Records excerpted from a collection

·····

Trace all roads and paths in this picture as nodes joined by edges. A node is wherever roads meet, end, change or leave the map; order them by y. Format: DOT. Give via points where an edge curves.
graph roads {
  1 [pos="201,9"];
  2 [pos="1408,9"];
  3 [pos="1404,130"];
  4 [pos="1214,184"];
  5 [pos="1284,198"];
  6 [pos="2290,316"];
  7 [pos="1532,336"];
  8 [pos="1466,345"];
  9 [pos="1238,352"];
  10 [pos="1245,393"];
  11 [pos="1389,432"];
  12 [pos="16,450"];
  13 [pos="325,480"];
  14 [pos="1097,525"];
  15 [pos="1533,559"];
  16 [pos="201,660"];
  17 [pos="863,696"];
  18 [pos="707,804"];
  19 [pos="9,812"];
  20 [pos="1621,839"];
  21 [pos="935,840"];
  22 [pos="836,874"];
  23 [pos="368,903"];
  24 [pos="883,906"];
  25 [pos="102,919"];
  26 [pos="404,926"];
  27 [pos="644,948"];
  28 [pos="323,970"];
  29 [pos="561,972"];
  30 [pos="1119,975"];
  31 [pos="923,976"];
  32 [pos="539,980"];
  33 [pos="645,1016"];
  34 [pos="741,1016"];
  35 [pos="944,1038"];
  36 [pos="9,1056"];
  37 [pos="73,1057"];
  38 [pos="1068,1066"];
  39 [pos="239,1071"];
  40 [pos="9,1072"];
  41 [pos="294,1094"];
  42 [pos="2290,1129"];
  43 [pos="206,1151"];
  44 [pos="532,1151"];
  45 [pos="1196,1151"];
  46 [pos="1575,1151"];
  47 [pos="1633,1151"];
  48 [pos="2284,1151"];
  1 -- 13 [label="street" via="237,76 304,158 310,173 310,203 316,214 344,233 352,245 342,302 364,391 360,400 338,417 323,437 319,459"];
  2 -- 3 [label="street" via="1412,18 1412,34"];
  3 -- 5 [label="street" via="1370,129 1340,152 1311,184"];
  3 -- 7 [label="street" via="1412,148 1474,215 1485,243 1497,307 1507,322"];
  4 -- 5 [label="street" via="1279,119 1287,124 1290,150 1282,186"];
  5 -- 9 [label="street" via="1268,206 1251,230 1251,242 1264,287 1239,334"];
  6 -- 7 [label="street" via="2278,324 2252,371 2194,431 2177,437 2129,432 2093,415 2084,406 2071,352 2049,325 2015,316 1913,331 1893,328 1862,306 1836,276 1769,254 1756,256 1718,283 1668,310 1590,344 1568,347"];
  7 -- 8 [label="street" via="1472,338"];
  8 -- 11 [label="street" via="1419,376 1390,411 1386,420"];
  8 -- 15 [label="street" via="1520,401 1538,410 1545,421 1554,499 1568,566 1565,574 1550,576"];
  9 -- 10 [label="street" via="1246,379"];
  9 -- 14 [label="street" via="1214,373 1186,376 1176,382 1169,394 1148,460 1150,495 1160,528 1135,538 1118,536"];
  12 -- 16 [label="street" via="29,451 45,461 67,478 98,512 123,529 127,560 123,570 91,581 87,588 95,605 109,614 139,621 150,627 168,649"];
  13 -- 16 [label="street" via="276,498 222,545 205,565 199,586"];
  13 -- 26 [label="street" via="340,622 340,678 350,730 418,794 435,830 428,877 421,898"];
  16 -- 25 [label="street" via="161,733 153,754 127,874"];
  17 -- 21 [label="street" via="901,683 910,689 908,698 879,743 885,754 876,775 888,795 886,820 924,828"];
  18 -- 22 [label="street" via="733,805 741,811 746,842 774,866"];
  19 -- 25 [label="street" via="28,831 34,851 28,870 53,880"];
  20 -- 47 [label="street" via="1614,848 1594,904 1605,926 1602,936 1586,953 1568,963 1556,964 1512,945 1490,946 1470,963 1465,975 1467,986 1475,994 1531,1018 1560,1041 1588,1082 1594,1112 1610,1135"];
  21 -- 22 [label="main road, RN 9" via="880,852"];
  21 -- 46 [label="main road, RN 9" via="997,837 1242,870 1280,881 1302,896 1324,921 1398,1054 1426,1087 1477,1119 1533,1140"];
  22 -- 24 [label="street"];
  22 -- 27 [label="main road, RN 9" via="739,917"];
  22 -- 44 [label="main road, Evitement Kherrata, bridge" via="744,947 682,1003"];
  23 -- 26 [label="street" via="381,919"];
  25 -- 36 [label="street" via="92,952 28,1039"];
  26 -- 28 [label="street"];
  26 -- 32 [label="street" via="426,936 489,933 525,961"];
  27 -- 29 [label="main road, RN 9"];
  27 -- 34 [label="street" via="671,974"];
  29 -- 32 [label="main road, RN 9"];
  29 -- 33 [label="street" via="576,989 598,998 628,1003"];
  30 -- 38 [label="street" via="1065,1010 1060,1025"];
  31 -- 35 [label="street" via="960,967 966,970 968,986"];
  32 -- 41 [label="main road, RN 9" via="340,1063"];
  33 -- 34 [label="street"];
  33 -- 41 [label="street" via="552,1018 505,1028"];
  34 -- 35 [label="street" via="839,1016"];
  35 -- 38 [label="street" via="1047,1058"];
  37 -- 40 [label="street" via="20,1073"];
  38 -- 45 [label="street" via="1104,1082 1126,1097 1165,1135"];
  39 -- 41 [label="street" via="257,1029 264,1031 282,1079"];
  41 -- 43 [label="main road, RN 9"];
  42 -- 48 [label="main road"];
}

·····

• _Requirement_
Copy out, from the records above, every line that holds the string "roads".

• _Result below_
Trace all roads and paths in this picture as nodes joined by edges. A node is wherever roads meet, end, change or leave the map; order them by y. Format: DOT. Give via points where an edge curves.
graph roads {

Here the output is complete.